Your goal: Only the lines containing "LORAIN" belong in the answer; find them in the material below.

Data shown:
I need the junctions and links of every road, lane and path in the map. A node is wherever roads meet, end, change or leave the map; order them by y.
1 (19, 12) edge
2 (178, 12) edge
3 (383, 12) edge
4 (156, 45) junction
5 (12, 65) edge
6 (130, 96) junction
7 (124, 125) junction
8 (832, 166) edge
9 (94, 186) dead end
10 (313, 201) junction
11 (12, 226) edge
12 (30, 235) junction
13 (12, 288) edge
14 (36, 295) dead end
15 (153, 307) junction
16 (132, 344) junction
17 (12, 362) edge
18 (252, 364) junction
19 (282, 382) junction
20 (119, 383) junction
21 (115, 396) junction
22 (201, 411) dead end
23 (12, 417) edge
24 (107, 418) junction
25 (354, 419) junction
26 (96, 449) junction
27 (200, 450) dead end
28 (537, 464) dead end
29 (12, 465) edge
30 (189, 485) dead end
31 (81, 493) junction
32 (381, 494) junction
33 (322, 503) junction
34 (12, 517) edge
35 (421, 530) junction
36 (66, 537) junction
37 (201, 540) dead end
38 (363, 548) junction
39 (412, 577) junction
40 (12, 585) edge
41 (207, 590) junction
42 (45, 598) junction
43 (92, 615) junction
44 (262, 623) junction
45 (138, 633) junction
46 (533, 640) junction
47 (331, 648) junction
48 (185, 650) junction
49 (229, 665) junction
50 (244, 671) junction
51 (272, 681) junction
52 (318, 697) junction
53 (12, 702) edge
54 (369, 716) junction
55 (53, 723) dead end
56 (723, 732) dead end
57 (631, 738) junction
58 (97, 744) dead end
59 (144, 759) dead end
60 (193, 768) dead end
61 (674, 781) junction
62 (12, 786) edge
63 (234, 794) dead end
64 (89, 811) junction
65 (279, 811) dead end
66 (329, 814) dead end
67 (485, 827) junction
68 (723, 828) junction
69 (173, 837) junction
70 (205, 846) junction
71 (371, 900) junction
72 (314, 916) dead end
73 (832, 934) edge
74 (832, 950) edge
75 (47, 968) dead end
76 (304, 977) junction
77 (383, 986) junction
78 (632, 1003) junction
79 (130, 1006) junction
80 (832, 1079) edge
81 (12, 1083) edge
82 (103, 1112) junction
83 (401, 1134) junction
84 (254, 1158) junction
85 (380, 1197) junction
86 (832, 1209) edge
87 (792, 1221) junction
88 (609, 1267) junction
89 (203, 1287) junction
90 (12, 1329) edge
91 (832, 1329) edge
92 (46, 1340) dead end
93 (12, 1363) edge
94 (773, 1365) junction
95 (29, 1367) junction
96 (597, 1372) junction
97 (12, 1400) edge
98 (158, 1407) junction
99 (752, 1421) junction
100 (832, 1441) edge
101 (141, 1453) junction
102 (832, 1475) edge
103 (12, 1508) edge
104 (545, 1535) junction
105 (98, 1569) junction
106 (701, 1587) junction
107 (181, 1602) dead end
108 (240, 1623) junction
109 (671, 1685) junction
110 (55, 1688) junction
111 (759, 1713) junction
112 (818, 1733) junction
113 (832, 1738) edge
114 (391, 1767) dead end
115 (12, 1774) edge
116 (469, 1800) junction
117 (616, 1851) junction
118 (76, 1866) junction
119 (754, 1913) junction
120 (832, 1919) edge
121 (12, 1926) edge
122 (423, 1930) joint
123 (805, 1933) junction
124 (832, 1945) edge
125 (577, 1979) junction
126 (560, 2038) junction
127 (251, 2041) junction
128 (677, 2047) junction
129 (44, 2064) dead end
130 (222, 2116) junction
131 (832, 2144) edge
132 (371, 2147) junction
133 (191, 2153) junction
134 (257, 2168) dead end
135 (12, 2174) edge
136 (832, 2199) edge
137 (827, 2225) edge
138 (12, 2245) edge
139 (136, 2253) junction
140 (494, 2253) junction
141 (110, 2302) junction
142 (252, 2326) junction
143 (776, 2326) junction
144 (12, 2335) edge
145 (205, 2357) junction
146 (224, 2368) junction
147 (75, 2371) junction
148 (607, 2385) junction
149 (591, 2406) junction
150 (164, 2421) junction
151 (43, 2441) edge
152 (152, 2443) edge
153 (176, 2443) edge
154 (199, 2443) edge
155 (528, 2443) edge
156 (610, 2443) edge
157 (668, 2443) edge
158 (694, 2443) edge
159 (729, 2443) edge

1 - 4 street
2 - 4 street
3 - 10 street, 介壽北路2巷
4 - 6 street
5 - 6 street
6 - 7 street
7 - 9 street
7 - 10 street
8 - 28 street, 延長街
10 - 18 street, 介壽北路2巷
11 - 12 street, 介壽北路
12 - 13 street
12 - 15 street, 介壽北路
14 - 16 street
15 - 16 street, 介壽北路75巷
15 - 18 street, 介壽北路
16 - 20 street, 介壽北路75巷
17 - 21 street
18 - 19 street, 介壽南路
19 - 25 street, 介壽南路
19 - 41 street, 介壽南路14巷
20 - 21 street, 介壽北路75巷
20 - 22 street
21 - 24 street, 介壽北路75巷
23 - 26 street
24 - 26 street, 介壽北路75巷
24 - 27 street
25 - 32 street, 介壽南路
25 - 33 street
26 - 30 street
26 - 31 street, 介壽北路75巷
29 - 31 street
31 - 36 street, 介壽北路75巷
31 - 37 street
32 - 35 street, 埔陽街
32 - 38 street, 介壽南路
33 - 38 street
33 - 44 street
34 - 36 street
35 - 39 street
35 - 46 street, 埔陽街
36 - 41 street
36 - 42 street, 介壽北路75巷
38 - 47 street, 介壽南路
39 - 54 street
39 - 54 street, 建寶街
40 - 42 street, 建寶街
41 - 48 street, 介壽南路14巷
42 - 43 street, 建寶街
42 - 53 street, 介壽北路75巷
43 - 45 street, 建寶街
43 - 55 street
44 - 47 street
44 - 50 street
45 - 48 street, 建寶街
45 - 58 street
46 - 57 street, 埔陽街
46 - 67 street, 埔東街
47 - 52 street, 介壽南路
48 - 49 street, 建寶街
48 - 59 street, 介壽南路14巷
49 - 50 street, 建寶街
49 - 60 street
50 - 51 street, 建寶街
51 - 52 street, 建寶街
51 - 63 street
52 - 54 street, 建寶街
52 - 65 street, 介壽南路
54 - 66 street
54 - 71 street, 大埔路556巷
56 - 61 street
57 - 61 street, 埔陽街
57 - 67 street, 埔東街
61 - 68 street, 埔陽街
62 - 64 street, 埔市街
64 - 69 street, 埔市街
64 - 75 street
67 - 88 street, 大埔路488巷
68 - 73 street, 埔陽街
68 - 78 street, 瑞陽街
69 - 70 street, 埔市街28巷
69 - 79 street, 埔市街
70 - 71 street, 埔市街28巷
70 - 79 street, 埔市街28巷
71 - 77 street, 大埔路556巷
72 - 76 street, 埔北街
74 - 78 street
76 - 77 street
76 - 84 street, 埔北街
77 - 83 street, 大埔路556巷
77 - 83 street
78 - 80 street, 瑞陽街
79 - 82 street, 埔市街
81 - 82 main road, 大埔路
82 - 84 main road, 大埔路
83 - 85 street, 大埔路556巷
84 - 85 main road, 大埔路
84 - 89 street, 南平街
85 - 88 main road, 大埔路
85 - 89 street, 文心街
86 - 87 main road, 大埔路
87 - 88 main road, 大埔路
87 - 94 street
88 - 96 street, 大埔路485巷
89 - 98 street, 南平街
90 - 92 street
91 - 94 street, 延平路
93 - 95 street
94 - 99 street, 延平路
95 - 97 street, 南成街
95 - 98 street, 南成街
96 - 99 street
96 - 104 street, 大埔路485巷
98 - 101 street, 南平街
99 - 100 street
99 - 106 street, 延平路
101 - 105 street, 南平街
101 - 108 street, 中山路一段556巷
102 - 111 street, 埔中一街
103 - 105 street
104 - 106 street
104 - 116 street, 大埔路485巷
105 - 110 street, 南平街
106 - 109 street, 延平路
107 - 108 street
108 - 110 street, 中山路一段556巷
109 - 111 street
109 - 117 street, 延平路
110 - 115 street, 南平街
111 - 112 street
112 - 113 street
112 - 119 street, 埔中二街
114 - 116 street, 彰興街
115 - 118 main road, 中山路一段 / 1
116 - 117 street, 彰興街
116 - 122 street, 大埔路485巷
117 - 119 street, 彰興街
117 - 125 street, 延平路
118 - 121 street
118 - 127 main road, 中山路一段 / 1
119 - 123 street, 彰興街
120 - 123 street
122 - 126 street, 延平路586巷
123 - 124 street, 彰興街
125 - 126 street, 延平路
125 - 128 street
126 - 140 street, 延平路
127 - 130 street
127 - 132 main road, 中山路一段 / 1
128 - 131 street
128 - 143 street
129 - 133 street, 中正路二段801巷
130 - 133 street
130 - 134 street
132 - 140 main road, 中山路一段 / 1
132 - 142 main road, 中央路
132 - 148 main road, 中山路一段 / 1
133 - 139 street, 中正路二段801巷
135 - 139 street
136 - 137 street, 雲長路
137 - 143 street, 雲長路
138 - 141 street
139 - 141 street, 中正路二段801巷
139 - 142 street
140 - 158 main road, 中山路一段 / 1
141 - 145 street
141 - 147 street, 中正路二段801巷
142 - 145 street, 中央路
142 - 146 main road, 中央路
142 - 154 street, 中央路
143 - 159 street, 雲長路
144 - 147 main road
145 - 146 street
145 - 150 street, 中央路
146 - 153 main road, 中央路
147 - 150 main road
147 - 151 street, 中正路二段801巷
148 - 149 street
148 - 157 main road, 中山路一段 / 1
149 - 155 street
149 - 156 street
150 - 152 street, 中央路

==

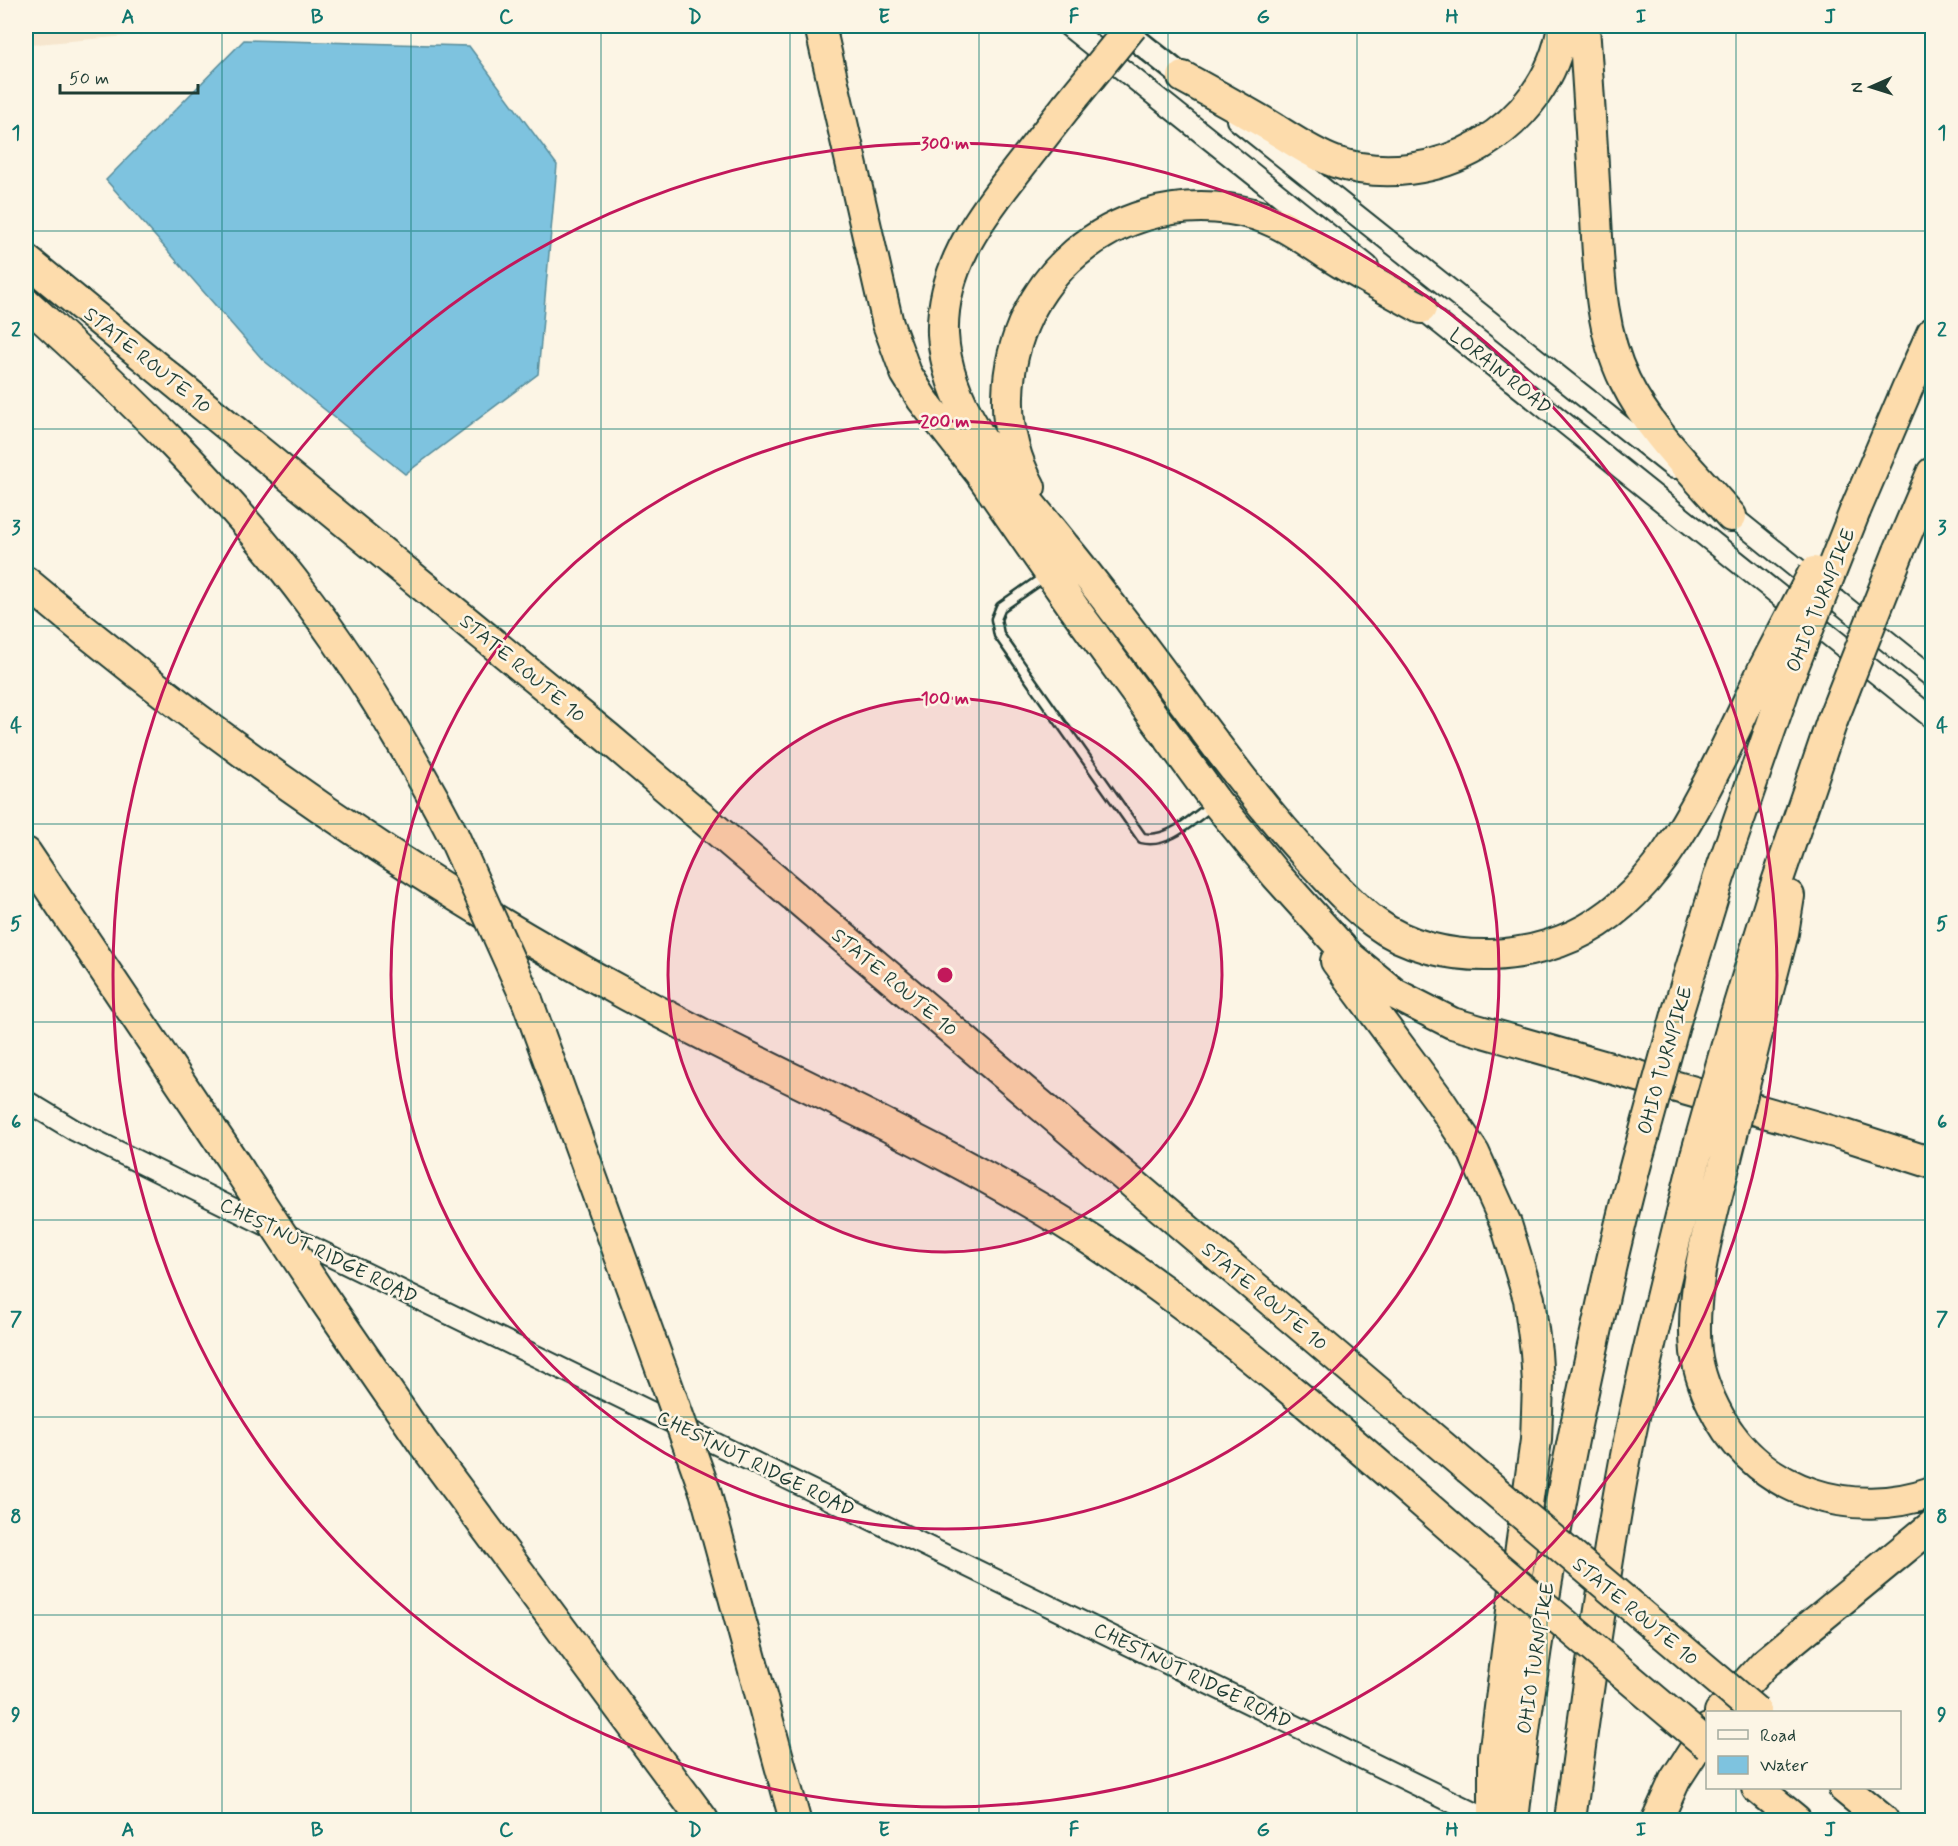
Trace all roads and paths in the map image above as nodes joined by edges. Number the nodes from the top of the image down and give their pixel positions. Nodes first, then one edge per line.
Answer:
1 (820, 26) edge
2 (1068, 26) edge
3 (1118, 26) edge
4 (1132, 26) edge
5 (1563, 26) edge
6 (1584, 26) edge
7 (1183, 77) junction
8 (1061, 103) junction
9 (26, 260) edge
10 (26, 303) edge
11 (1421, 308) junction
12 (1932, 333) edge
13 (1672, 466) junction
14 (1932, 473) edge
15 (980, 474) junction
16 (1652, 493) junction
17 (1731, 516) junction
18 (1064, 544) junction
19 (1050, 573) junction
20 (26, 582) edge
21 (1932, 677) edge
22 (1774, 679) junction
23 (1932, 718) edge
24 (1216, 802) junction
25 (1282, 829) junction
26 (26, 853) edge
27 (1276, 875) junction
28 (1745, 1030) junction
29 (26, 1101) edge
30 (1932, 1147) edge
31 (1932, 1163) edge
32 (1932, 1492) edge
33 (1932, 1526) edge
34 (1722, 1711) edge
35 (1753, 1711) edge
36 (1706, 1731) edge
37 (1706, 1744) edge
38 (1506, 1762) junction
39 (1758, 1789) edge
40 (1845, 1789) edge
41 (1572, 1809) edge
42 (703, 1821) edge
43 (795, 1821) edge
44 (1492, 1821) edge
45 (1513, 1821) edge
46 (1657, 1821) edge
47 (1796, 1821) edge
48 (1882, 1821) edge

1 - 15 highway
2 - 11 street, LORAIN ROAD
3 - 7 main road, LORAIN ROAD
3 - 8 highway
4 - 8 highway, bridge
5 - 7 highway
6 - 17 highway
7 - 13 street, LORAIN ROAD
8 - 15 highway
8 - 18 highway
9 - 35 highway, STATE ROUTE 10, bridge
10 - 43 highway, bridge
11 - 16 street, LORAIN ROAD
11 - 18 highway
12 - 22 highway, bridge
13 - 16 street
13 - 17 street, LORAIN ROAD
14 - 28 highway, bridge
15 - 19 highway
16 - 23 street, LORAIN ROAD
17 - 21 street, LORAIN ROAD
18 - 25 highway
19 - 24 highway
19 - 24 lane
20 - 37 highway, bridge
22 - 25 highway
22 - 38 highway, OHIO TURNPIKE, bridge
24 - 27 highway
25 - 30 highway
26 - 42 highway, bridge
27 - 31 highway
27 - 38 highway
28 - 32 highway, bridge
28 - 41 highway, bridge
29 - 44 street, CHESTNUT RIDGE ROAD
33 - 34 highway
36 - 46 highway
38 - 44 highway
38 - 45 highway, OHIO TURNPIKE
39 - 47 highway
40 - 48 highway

Reply to the task:
2 - 11 street, LORAIN ROAD
3 - 7 main road, LORAIN ROAD
7 - 13 street, LORAIN ROAD
11 - 16 street, LORAIN ROAD
13 - 17 street, LORAIN ROAD
16 - 23 street, LORAIN ROAD
17 - 21 street, LORAIN ROAD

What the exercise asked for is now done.